TASK DESCRIPTION :: Transcribe every line of the listing below without any deviation.

= = = = = = =

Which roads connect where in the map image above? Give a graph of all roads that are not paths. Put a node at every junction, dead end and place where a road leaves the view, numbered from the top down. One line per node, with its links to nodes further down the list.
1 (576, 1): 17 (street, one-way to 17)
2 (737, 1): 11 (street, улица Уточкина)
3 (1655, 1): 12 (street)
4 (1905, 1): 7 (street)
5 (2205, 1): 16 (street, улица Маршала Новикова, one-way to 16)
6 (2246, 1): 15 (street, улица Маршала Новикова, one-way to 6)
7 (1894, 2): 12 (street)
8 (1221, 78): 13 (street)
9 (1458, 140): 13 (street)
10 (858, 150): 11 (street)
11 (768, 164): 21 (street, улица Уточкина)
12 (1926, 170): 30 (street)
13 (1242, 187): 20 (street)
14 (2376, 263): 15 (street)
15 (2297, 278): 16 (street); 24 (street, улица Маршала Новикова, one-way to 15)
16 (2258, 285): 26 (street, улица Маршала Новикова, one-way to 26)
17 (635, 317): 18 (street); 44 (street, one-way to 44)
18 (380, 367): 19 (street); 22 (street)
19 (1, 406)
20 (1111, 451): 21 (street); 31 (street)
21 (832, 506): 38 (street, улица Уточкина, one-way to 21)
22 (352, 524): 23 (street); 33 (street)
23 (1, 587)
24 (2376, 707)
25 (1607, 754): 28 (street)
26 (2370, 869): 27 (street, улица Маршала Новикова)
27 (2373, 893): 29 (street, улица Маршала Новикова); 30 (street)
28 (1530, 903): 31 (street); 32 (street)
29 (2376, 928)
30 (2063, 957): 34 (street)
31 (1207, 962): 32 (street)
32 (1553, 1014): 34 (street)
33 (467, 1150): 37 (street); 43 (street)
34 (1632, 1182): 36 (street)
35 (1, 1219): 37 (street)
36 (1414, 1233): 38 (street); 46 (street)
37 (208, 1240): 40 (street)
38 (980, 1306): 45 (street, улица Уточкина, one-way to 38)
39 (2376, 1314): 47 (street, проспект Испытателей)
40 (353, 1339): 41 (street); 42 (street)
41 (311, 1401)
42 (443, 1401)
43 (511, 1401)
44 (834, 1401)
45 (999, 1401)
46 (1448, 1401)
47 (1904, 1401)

= = = = = = =

SOLUTION TO THIS EXERCISE ::
Which roads connect where in the map image above? Give a graph of all roads that are not paths. Put a node at every junction, dead end and place where a road leaves the view, numbered from the top down. One line per node, with its links to nodes further down the list.
1 (576, 1): 17 (street, one-way to 17)
2 (737, 1): 11 (street, улица Уточкина)
3 (1655, 1): 12 (street)
4 (1905, 1): 7 (street)
5 (2205, 1): 16 (street, улица Маршала Новикова, one-way to 16)
6 (2246, 1): 15 (street, улица Маршала Новикова, one-way to 6)
7 (1894, 2): 12 (street)
8 (1221, 78): 13 (street)
9 (1458, 140): 13 (street)
10 (858, 150): 11 (street)
11 (768, 164): 21 (street, улица Уточкина)
12 (1926, 170): 30 (street)
13 (1242, 187): 20 (street)
14 (2376, 263): 15 (street)
15 (2297, 278): 16 (street); 24 (street, улица Маршала Новикова, one-way to 15)
16 (2258, 285): 26 (street, улица Маршала Новикова, one-way to 26)
17 (635, 317): 18 (street); 44 (street, one-way to 44)
18 (380, 367): 19 (street); 22 (street)
19 (1, 406)
20 (1111, 451): 21 (street); 31 (street)
21 (832, 506): 38 (street, улица Уточкина, one-way to 21)
22 (352, 524): 23 (street); 33 (street)
23 (1, 587)
24 (2376, 707)
25 (1607, 754): 28 (street)
26 (2370, 869): 27 (street, улица Маршала Новикова)
27 (2373, 893): 29 (street, улица Маршала Новикова); 30 (street)
28 (1530, 903): 31 (street); 32 (street)
29 (2376, 928)
30 (2063, 957): 34 (street)
31 (1207, 962): 32 (street)
32 (1553, 1014): 34 (street)
33 (467, 1150): 37 (street); 43 (street)
34 (1632, 1182): 36 (street)
35 (1, 1219): 37 (street)
36 (1414, 1233): 38 (street); 46 (street)
37 (208, 1240): 40 (street)
38 (980, 1306): 45 (street, улица Уточкина, one-way to 38)
39 (2376, 1314): 47 (street, проспект Испытателей)
40 (353, 1339): 41 (street); 42 (street)
41 (311, 1401)
42 (443, 1401)
43 (511, 1401)
44 (834, 1401)
45 (999, 1401)
46 (1448, 1401)
47 (1904, 1401)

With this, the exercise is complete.